Kevin Dann on the Spiritualists of New York City and Beyond
From about the last week of May through mid-July 1850, a steady stream of visitors made their way to a parlor in Barnum’s Hotel on Broadway. On the door of the room, they found a notice giving the rules for guests: the admission fee (one dollar per person), seating arrangement, and instructions to act as if in a solemn religious gathering. Visitors then took a seat at a long table that sat up to thirty people, to put questions about their deceased loved ones, or general questions about the afterlife, to “the spirits,” courtesy of Maggie and Kate Fox, teenage sisters from a small village upstate whose Morse code-like communication with a disembodied being had received wide attention after a demonstration in November 1849 at Corinthian Hall in Rochester.
The sisters had begun their “spiritual telegraph” innocently enough, playing with a household poltergeist as if with a cat, but this cat had a voracious appetite and began to devour the unsuspecting girls and any who would follow them. The story of the Fox sisters and the birth of Spiritualism has been told many times: on April Fool’s Eve in 1848, two sisters aged 10 and 14—having grown up in a house reputed to be haunted—play at speaking with the ghost by way of a rapped code; the invisible entity tells the girls lurid tales about a murdered peddler; the girls’ older sister exhibits them as having the ability to speak with the dead, giving birth to the many-colored movement known as Spiritualism. To get at the truth of this seemingly eccentric episode of American history requires a certain sideways glance.

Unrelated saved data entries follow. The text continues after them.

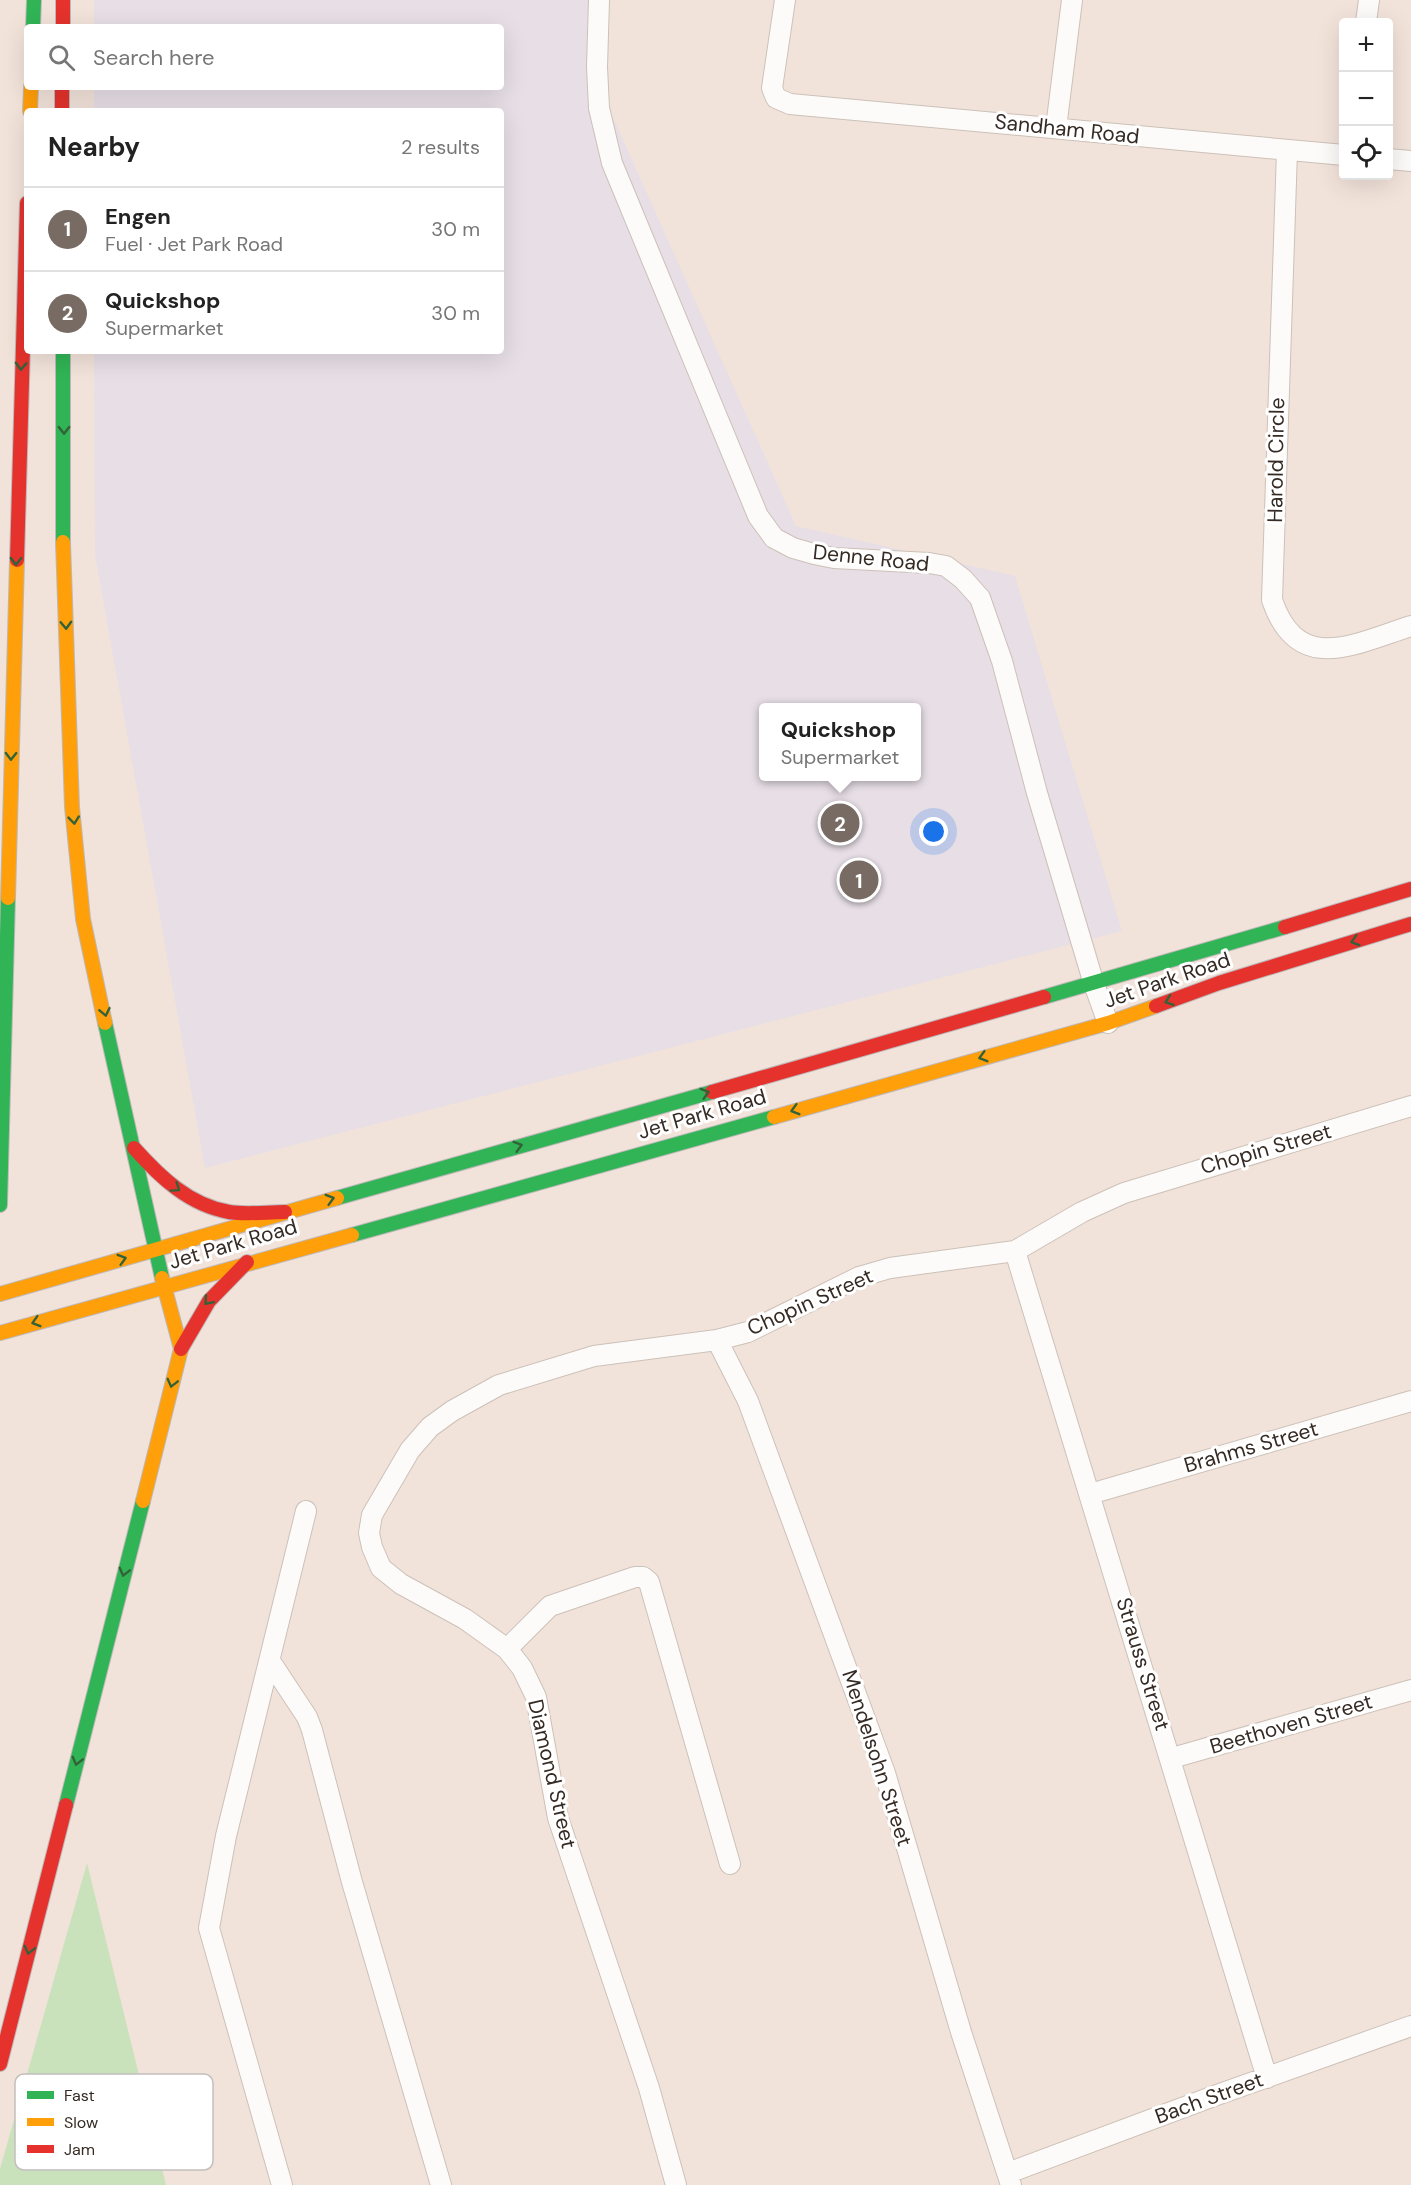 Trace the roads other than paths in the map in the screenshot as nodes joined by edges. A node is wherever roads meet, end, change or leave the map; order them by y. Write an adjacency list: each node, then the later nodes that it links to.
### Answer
1 (34, 0): 8 (main road)
2 (63, 0): 9 (main road)
3 (599, 0): 24 (street, Denne Road)
4 (785, 0): 14 (street, Sandham Road)
5 (1072, 0): 14 (street)
6 (1369, 0): 7 (street)
7 (1367, 18)
8 (33, 24)
9 (63, 24)
10 (31, 90): 12 (main road)
11 (62, 90): 13 (main road)
12 (30, 108)
13 (62, 108)
14 (1056, 128): 15 (street, Sandham Road)
15 (1287, 152): 16 (street, Sandham Road); 21 (street, Harold Circle)
16 (1339, 155)
17 (1393, 159): 18 (street)
18 (1411, 161)
19 (24, 314): 28 (main road, one-way to 28)
20 (63, 354): 27 (main road, one-way to 27)
21 (1411, 626)
22 (1411, 889): 24 (main road, Jet Park Road)
23 (1411, 924): 25 (main road, Jet Park Road, one-way to 25)
24 (1094, 984): 25 (street, Denne Road); 29 (main road, Jet Park Road, one-way to 24)
25 (1108, 1023): 32 (main road, Jet Park Road, one-way to 32)
26 (1411, 1106): 31 (street, Chopin Street)
27 (134, 1148): 29 (main road, one-way to 29); 30 (main road)
28 (0, 1205)
29 (285, 1212): 30 (main road, Jet Park Road)
30 (154, 1250): 33 (main road); 34 (main road, Jet Park Road, one-way to 30)
31 (1015, 1251): 36 (street, Chopin Street); 39 (street, Strauss Street)
32 (247, 1262): 33 (main road, Jet Park Road); 37 (main road, one-way to 37)
33 (164, 1286): 35 (main road, Jet Park Road, one-way to 35); 37 (main road)
34 (0, 1294)
35 (0, 1333)
36 (717, 1340): 41 (street, Chopin Street); 50 (street, Mendelsohn Street)
37 (181, 1349): 48 (main road, one-way to 48)
38 (1411, 1401): 39 (street, Brahms Street)
39 (1090, 1494): 45 (street, Strauss Street)
40 (306, 1511): 43 (street)
41 (369, 1533): 42 (street, Diamond Street)
42 (507, 1649): 46 (street); 53 (street, Diamond Street)
43 (270, 1661): 51 (street); 52 (street)
44 (1411, 1690): 45 (street, Beethoven Street)
45 (1172, 1758): 49 (street, Strauss Street)
46 (730, 1864)
47 (1411, 2026): 49 (street, Bach Street)
48 (0, 2064)
49 (1267, 2078): 50 (street, Bach Street)
50 (1010, 2179)
51 (282, 2185)
52 (441, 2185)
53 (676, 2185)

At the very same moment when the Fox sisters arrived in Manhattan, another poltergeist was grabbing headlines across America. On Sunday, March 10, the Reverend Eliakim Phelps of Stratford, Connecticut, returned with his family from church to their sprawling mansion on Elm Street to find all the doors and windows open. Inside, they found the furniture knocked over, dishes smashed, books, papers, and clothing scattered all over. They had not been robbed; Reverend Phelps found his gold watch, silver heirlooms, and even loose cash undisturbed. In an upstairs bedroom, a sheet was spread over a bed, and Mrs. Phelps’s nightgown was laid out on it. At the bottom, a pair of stockings were stretched out, and the arms of the gown were folded across the chest, like a corpse.
Later, while the rest of the family returned to church for the afternoon service, Reverend Phelps hid in his study with a pistol, hoping to catch the intruders should they return. After some time, he went downstairs and, entering the dining room, found a circle of eleven effigies of women, kneeling or standing in prayer, some holding Bibles. Articles of the family’s clothing had been stuffed with rags and other materials from around the house to create the dummies, which had been put in place during the brief period while Phelps was standing guard. Over the next few months, twenty more mock women would appear out of the blue. They would be joined by leaping umbrellas, silverware, books, and other household objects; bedding sailing off beds; food and clothing dropping out of nowhere onto the breakfast table while the family ate. Friends and other visitors to the house watched as these objects fell at impossibly slow speeds or changed course in midair. By the end of April, the disturbances had turned quite nasty: screams and odd sounds were heard each night; silverware was mangled; windows were broken; the children’s limbs were jerked about violently; and welts appeared on their skin. Reverend Phelps’s son was hit with a barrage of small stones. Later, in front of a dozen witnesses, the boy vanished and was later found tied up and suspended from a tree in the yard.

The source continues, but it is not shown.